(Extracted records)
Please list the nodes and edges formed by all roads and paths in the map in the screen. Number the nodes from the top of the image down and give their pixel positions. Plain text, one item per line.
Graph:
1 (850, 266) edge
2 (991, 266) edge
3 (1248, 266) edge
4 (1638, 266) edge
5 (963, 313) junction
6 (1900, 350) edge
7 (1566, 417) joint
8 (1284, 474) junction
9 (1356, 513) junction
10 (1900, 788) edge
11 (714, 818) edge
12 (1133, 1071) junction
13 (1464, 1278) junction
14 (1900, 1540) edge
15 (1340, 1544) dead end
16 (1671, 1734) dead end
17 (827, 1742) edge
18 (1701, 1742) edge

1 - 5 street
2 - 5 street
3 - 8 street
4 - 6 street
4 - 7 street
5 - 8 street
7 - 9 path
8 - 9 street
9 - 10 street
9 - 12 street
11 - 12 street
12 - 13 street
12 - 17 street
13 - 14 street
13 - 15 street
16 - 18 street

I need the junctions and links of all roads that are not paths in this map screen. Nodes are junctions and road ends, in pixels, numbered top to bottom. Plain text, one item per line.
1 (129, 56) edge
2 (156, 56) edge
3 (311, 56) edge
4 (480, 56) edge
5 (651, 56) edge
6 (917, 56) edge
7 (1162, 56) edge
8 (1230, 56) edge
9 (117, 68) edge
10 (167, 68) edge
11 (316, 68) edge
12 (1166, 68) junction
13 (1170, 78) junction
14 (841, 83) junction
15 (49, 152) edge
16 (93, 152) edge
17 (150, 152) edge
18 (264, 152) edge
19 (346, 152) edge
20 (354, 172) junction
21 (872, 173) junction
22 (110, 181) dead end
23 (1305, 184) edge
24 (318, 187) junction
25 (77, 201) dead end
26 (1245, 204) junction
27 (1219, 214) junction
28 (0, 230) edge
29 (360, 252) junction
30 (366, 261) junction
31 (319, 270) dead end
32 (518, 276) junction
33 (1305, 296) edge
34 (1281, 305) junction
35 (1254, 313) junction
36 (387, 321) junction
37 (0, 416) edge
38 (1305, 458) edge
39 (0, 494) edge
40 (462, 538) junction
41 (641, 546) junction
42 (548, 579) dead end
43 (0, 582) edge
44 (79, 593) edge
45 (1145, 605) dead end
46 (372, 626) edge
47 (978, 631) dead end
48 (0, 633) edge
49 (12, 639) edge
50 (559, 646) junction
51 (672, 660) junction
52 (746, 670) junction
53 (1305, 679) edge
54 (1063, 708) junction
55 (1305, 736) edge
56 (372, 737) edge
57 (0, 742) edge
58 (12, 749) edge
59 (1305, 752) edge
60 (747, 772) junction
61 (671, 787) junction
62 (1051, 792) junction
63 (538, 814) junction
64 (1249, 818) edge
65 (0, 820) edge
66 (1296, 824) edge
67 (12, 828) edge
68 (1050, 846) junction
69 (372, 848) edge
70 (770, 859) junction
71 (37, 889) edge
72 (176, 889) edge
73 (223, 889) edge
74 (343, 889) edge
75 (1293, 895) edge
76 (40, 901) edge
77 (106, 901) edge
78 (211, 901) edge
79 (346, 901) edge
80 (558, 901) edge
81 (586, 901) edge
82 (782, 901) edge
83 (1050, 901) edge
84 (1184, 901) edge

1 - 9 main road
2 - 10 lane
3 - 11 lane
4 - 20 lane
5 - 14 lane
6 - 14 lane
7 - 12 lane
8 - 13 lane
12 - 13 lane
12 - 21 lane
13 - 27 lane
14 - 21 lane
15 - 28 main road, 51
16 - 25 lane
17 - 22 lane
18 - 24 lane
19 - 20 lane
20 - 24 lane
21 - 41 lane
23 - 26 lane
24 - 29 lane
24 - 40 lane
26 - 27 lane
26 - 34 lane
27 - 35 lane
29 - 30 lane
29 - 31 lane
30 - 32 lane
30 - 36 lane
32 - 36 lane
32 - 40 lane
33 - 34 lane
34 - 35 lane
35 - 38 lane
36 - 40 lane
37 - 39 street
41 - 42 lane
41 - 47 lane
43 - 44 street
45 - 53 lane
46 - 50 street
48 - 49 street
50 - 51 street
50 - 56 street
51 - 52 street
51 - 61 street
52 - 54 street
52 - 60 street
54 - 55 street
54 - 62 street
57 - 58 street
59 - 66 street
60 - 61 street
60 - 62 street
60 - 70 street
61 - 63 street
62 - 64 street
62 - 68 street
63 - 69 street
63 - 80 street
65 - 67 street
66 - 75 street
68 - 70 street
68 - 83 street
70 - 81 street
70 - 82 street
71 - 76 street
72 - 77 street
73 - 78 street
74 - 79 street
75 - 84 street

Work to be completed: The answer must be a single number: how many lines in the data above contain the string "screen".

Response area: 2